* [What you have to do] Working through the lines below, return each one that holds "Таковска".

* [Available data]
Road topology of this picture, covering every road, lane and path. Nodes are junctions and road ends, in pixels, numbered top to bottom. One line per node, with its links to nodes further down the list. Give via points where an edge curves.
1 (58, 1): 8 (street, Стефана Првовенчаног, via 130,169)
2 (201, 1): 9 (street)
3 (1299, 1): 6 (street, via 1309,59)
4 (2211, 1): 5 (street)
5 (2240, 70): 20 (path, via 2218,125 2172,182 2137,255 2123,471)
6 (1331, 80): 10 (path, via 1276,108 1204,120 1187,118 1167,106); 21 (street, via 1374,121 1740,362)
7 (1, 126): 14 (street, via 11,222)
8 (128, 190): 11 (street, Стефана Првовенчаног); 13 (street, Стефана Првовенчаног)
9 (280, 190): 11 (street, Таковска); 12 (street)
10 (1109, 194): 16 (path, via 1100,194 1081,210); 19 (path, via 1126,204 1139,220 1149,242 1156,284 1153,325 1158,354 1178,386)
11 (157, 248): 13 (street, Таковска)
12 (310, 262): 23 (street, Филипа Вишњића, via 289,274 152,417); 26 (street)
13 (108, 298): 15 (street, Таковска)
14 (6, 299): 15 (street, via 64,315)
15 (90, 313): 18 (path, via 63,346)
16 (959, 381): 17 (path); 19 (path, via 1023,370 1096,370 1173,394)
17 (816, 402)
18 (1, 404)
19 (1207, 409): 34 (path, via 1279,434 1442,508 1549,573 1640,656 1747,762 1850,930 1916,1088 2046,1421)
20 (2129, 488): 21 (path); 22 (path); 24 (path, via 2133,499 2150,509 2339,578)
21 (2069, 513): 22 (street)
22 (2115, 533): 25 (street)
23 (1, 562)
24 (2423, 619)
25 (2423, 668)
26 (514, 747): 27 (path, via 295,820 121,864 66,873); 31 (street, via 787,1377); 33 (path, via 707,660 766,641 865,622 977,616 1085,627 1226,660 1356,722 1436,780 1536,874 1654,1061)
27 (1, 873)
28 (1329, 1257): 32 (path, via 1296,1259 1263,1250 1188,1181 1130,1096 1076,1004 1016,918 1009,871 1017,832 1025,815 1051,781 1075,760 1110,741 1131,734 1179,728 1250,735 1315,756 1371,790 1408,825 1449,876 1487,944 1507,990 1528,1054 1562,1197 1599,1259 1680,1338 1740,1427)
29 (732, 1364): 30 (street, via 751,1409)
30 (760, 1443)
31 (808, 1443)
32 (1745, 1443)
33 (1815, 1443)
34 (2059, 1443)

* [Task solution]
9 (280, 190): 11 (street, Таковска); 12 (street)
11 (157, 248): 13 (street, Таковска)
13 (108, 298): 15 (street, Таковска)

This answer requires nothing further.